*Try it*. All of the lines below need to be copied exactly, apart from the pictures.

*Input records*.
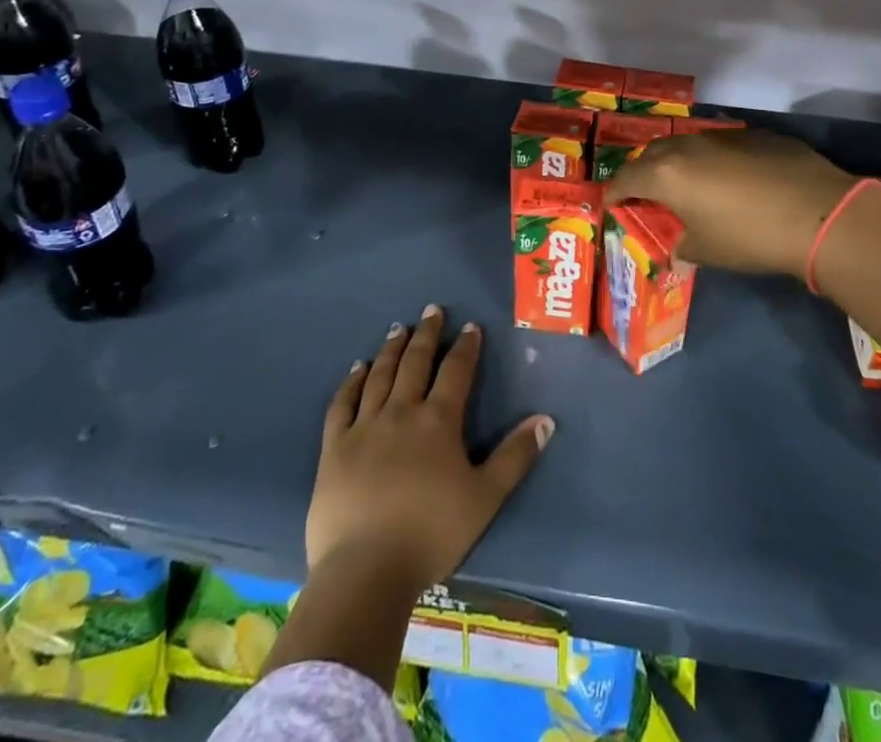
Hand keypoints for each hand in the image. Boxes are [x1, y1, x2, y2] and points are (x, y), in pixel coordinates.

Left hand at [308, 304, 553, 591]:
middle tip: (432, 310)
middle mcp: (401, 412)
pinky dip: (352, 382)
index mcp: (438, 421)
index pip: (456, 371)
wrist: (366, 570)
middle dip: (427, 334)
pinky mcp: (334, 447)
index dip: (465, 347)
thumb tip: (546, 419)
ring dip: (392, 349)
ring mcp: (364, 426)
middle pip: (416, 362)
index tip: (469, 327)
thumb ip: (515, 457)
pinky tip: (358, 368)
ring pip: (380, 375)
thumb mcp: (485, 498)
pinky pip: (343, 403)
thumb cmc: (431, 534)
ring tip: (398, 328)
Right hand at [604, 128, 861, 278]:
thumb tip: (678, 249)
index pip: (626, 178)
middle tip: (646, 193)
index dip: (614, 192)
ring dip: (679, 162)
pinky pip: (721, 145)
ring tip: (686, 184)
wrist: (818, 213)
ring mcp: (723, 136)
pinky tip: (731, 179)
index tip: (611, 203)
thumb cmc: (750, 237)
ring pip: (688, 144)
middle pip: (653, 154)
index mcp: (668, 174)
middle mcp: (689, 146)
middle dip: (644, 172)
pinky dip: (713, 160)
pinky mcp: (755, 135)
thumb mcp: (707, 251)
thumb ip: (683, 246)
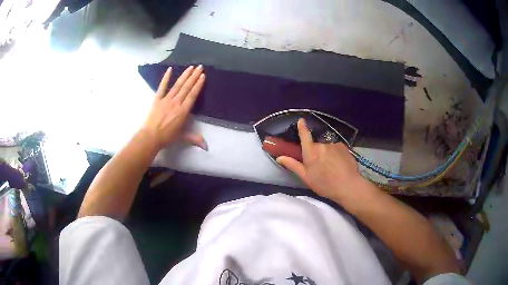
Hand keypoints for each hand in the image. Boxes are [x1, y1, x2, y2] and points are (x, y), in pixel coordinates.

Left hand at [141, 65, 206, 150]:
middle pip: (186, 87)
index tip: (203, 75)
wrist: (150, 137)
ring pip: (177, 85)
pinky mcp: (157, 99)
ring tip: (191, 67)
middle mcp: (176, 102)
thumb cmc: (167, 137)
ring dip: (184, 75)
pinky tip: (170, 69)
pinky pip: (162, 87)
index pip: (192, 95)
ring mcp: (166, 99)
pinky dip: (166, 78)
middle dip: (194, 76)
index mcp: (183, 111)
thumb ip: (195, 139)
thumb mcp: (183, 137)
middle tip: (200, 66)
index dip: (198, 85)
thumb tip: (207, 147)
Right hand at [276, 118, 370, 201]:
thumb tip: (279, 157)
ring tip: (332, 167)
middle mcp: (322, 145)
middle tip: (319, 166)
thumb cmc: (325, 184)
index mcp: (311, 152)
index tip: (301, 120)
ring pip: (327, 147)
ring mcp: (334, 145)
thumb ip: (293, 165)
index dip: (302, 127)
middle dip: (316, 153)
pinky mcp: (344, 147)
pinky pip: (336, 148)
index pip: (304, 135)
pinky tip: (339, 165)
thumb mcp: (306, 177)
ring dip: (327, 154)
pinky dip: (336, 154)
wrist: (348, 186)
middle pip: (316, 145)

*Reply*.
Hand keypoints for each hand in the image. Boxes are [x1, y1, x2, y2] and points are (x, y), in pixel coordinates.

Left hand at [308, 304, 553, 591]:
middle tip: (432, 310)
middle mcp: (401, 412)
pinky dip: (352, 382)
index mcp: (438, 421)
index pip: (456, 371)
wrist: (366, 570)
middle dip: (427, 334)
pinky mcp: (334, 447)
index dip: (465, 347)
thumb tip: (546, 419)
ring dip: (392, 349)
ring mcp: (364, 426)
middle pip: (416, 362)
index tip: (469, 327)
thumb ip: (515, 457)
pinky tip: (358, 368)
ring pip: (380, 375)
thumb mcp: (485, 498)
pinky pip: (343, 403)
thumb cmc: (431, 534)
ring tip: (398, 328)
Right hand at [604, 128, 861, 278]:
thumb tip: (678, 249)
index pip: (626, 178)
middle tip: (646, 193)
index dip: (614, 192)
ring dip: (679, 162)
pinky pip: (721, 145)
ring tip: (686, 184)
wrist: (818, 213)
ring mcp: (723, 136)
pinky tip: (731, 179)
index tip: (611, 203)
thumb cmc: (750, 237)
ring pip: (688, 144)
middle pip: (653, 154)
index mcp: (668, 174)
middle mcp: (689, 146)
middle dip: (644, 172)
pinky dip: (713, 160)
pinky mcp: (755, 135)
thumb mcp: (707, 251)
thumb ip: (683, 246)
Hand keypoints for each hand in the image. Boxes are [x1, y1, x2, y2] and points are (x, y), in pixel coordinates.

Left hand at [141, 65, 206, 150]:
middle pip: (186, 87)
index tip: (203, 75)
wrist: (150, 137)
ring pip: (177, 85)
pinky mcp: (157, 99)
ring tip: (191, 67)
middle mcp: (176, 102)
thumb cmc: (167, 137)
ring dip: (184, 75)
pinky tip: (170, 69)
pinky pip: (162, 87)
index pip: (192, 95)
ring mcp: (166, 99)
pinky dip: (166, 78)
middle dip: (194, 76)
index mcp: (183, 111)
thumb ip: (195, 139)
thumb mcp: (183, 137)
middle tip: (200, 66)
index dip: (198, 85)
thumb tip: (207, 147)
Right hand at [276, 118, 370, 201]:
thumb tip: (279, 157)
ring tip: (332, 167)
middle mcp: (322, 145)
middle tip: (319, 166)
thumb cmc: (325, 184)
index mcp: (311, 152)
index tip: (301, 120)
ring pip: (327, 147)
ring mcp: (334, 145)
thumb ip: (293, 165)
index dip: (302, 127)
middle dip: (316, 153)
pinky mcp: (344, 147)
pinky pip: (336, 148)
index pip: (304, 135)
pinky tip: (339, 165)
thumb mcp: (306, 177)
ring dip: (327, 154)
pinky dip: (336, 154)
wrist: (348, 186)
middle pip: (316, 145)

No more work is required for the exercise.